* _What the task requires_:
For the word "from", count the lines of the data that include it and give only the total.

* _Material shown_:
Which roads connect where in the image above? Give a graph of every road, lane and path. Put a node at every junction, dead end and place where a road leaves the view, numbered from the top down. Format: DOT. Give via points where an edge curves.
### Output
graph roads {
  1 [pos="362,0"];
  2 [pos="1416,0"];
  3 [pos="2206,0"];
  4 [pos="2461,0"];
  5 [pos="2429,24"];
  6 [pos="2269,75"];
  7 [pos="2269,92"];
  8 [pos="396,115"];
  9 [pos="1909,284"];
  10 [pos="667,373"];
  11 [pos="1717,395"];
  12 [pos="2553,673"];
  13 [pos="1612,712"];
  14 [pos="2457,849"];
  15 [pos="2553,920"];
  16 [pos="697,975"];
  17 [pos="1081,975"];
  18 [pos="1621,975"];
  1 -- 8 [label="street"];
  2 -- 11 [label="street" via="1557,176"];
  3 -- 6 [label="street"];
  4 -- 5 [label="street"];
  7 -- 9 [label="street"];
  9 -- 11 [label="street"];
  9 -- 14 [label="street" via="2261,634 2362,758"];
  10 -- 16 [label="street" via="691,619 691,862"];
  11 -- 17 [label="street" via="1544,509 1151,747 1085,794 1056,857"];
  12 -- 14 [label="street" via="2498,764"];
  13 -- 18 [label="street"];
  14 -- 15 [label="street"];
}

--

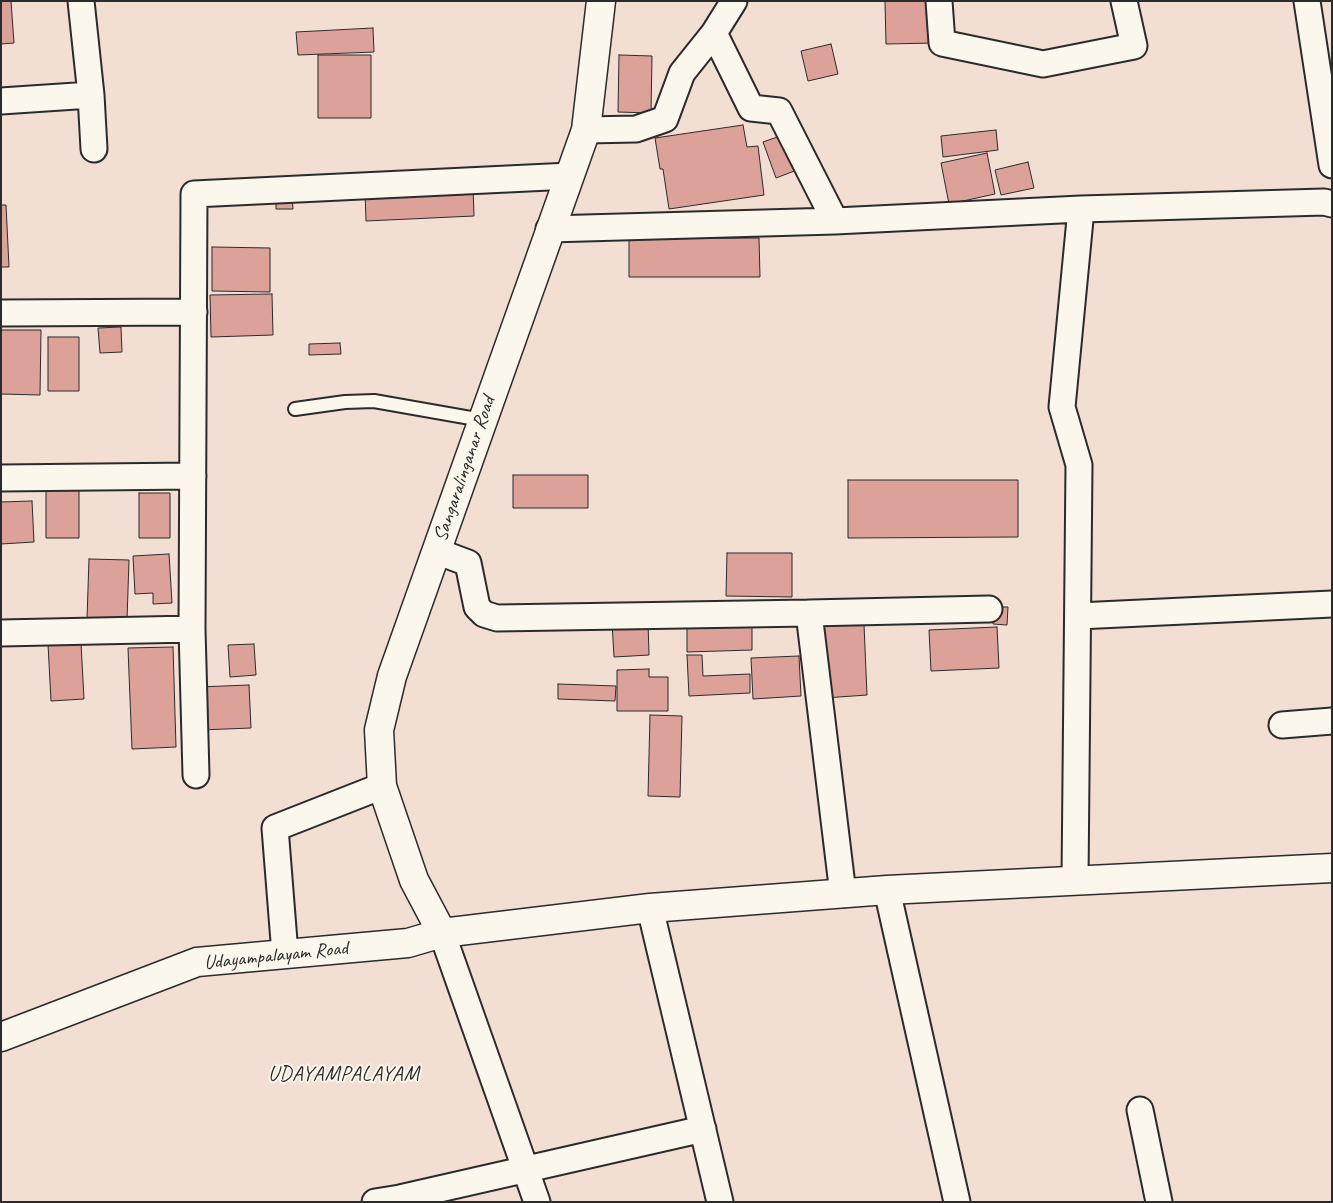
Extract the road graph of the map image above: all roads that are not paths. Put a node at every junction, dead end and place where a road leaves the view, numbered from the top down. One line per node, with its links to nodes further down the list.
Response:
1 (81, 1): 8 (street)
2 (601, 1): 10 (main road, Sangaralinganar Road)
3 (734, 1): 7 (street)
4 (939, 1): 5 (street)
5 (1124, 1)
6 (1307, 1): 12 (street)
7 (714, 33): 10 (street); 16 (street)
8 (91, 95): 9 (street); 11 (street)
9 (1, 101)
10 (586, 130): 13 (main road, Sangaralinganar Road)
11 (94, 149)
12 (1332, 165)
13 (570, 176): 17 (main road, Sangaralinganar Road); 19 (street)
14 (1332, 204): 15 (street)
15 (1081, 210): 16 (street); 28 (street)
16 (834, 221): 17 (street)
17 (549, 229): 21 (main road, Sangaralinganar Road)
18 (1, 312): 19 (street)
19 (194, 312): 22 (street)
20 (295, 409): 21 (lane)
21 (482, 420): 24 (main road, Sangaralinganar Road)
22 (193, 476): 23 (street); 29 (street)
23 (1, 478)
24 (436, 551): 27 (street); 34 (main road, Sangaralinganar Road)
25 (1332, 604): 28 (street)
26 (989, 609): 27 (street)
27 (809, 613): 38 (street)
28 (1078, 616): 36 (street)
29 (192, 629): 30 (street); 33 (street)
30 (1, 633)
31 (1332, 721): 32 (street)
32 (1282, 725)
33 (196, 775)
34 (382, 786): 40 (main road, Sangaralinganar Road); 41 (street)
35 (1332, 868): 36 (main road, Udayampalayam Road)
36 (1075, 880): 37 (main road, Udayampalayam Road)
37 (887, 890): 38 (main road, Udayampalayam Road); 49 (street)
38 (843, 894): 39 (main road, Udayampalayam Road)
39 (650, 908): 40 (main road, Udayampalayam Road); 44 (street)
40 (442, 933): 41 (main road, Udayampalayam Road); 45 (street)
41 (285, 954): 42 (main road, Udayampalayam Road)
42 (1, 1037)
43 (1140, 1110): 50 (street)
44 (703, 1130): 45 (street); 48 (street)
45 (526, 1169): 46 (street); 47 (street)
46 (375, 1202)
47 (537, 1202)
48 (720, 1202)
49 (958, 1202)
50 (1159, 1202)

* _Written answer_:
2